Primarily, Khrushchev’s itinerary took him through large cities, like Los Angeles, Pittsburgh, and Washington, DC, as he not only held talks with government leaders, but met with film stars, toured supermarkets, and made an abortive attempt to visit Disneyland. However, at the invitation of Iowan Roswell Garst, a successful farmer, entrepreneur, and hybrid seed corn innovator, the Soviet leader also made time for a two-day stop in Iowa that would allow him to observe firsthand US advances in agricultural technology.
One of those days was spent entirely at Garst's own expansive, modern farm. As recounted recently in the Des Moines Register, Garst and Khrushchev had come to know each other prior to Khrushchev's visit, as a result of Garst's lobbying of the US government to obtain permission to sell surplus US grain to impoverished Eastern European countries. Although each believed strongly in the merits of their governments' respective economic systems, the article said, the two men shared a deep interest in the power of agricultural modernization and would develop an improbable friendship in the midst of the Cold War. In 1955, Garst visited the Soviet Union at Khrushchev's invitation and ultimately procured a Soviet order for 5,000 tons of US seed corn.

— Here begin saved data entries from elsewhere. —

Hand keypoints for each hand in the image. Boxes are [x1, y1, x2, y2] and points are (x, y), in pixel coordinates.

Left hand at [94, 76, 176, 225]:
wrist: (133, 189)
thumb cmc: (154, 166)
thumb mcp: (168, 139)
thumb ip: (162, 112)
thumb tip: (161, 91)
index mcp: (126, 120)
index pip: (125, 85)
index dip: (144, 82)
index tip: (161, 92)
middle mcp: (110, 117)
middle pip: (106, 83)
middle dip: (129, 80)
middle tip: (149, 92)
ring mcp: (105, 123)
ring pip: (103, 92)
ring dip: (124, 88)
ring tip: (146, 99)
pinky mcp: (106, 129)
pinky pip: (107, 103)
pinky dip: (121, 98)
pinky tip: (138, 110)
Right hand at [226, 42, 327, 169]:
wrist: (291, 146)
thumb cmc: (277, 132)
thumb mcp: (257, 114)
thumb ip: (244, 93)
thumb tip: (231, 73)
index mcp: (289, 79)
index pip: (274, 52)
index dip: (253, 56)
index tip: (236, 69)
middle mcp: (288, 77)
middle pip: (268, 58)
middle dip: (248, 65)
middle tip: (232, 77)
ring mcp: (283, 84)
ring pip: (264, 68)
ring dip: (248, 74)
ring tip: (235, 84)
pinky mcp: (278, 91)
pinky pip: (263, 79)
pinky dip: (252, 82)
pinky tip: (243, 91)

In 1959, a 24 year-old Sergei Khrushchev accompanied his father on his trip to Garst's farm. Speaking to the Des Moines Register last week, he said, "I think that Mr. Garst's relations with my father were not less important than his relations with the American president. They understood each other, and they represented the mood of the people."
Thirty-six Russian visitors will join Khrushchev in Des Moines this weekend, with the delegation including various government officials.

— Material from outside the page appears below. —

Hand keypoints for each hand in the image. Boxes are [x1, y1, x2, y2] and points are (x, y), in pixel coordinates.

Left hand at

The conference's opening event will see Khrushchev speaking about his father before a public audience with Pulitzer Prize-winner William Taubman, author of 2003's Khrushchev: The Man and His Era. Subsequent conference events will focus on progress in agricultural productivity and sustainability and citizen diplomacy in US-Russian relations.
Khrushchev will also appear on C-SPAN2’s Book TV with Peter Carlson, author of K Blows Top: A Cold War Comic Interlude, Starring Nikita Khrushchev, America's Most Unlikely Tourist. The book provides an account of the Soviet leader's varied experiences on his two-week tour, and will run on August 29, 30, and 31.
In July, Khrushchev participated in an academic discussion of another episode in the history of US-Soviet public diplomacy when he attended George Washington University's conference, "Face-off to Facebook: From the Nixon-Khrushchev Kitchen Debate to Public Diplomacy in the 21st Century." The "kitchen debate" refers to a famous public argument between then Vice President Richard Nixon and Khrushchev that took place while the two men toured a mock-up of a typical American kitchen at the American National Exhibition in Moscow's Sokolniki Park. The 1959 exhibition, which was meant to showcase the myriad everyday advantages of the capitalist system, fell within a broader cultural exchange program between the two superpowers.